Aim of the exercise
Your task is to transcribe all the entries exactly, excluding pictures.
···
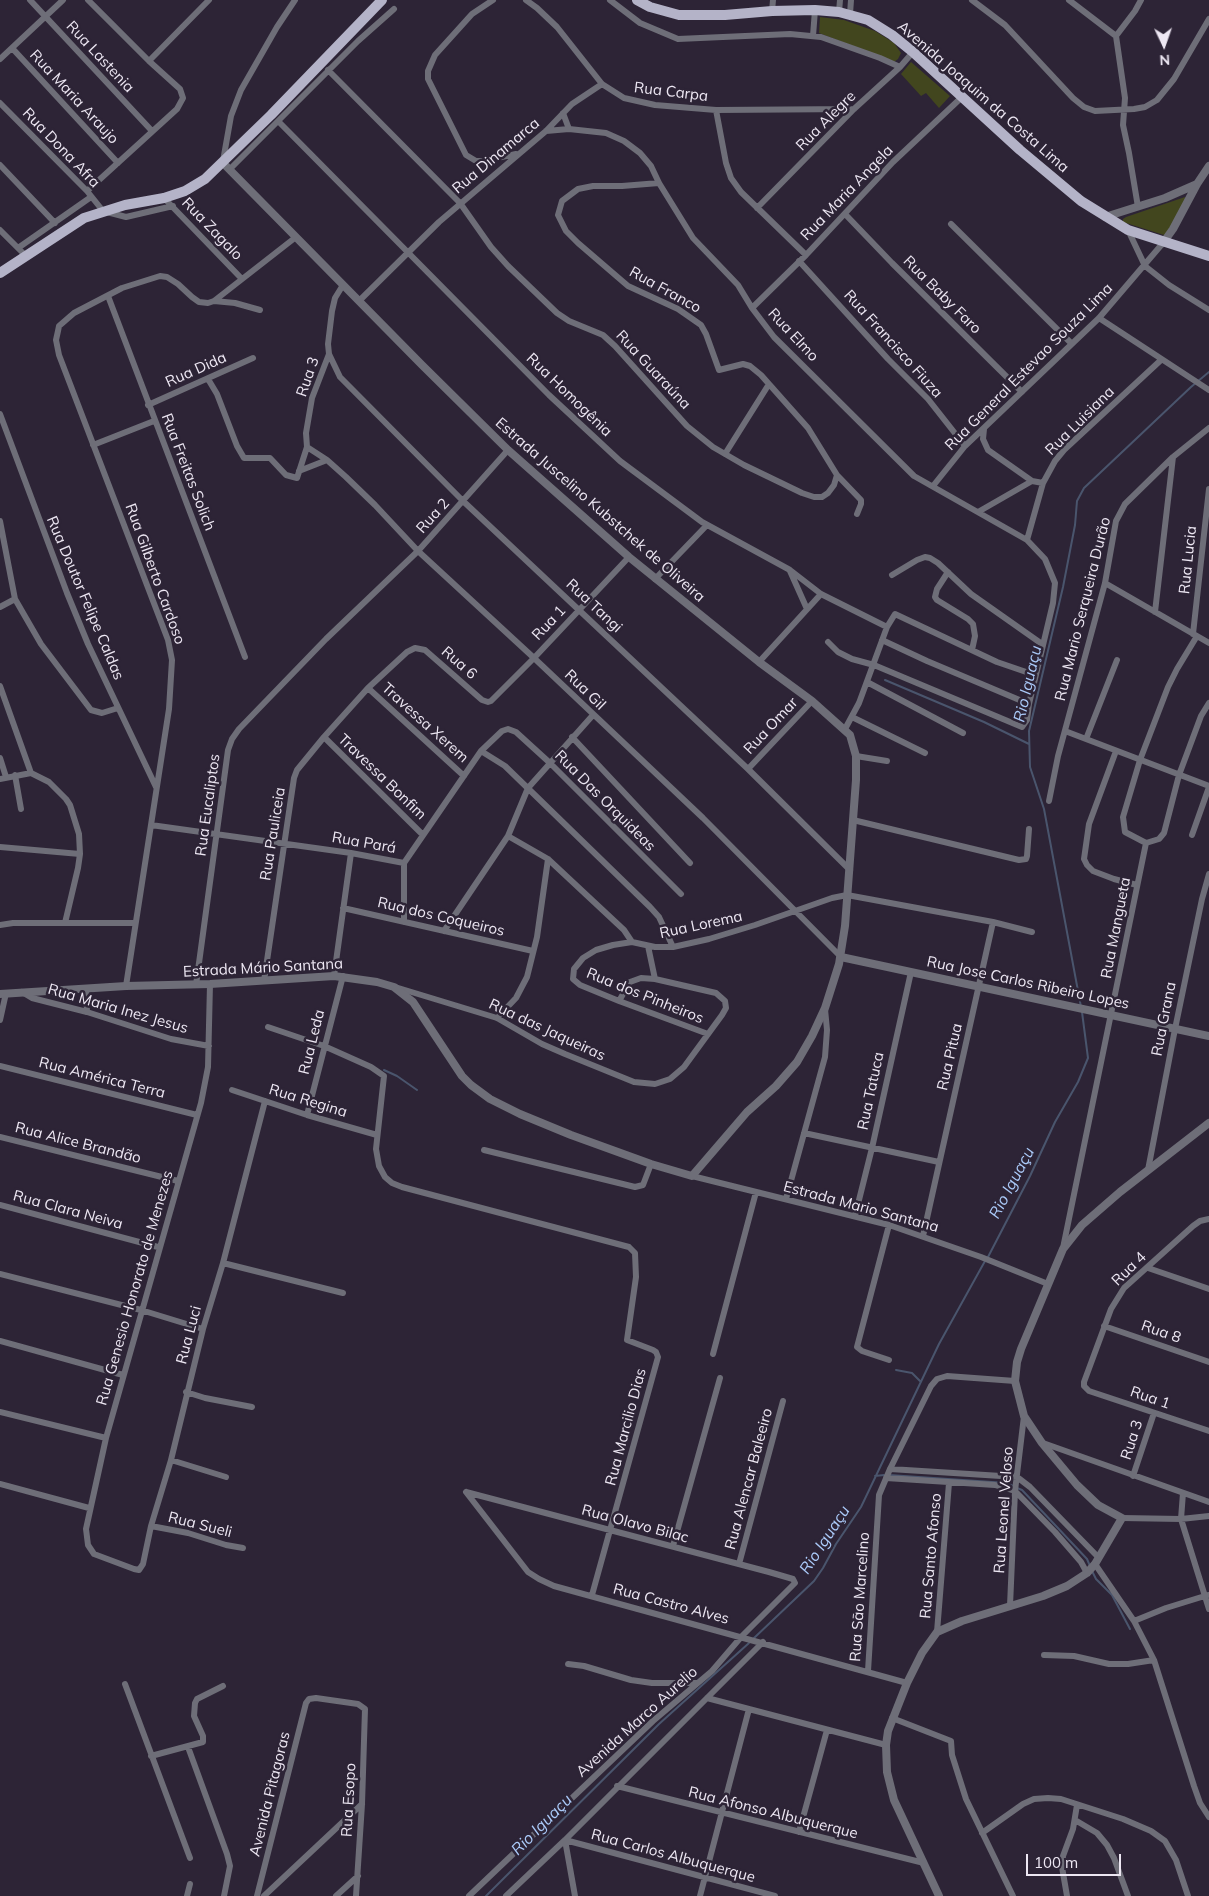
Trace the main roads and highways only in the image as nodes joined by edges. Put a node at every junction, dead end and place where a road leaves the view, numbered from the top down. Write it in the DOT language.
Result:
graph roads {
  1 [pos="382,0"];
  2 [pos="637,0"];
  3 [pos="773,5"];
  4 [pos="1209,256"];
  5 [pos="0,273"];
  1 -- 5 [label="main road"];
  2 -- 3 [label="main road, Avenida Joaquim da Costa Lima"];
  3 -- 4 [label="main road, Avenida Joaquim da Costa Lima"];
}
···
Solution to this task
Trace the main roads and highways only in the image as nodes joined by edges. Put a node at every junction, dead end and place where a road leaves the view, numbered from the top down. Write it in the DOT language.
Result:
graph roads {
  1 [pos="382,0"];
  2 [pos="637,0"];
  3 [pos="773,5"];
  4 [pos="1209,256"];
  5 [pos="0,273"];
  1 -- 5 [label="main road"];
  2 -- 3 [label="main road, Avenida Joaquim da Costa Lima"];
  3 -- 4 [label="main road, Avenida Joaquim da Costa Lima"];
}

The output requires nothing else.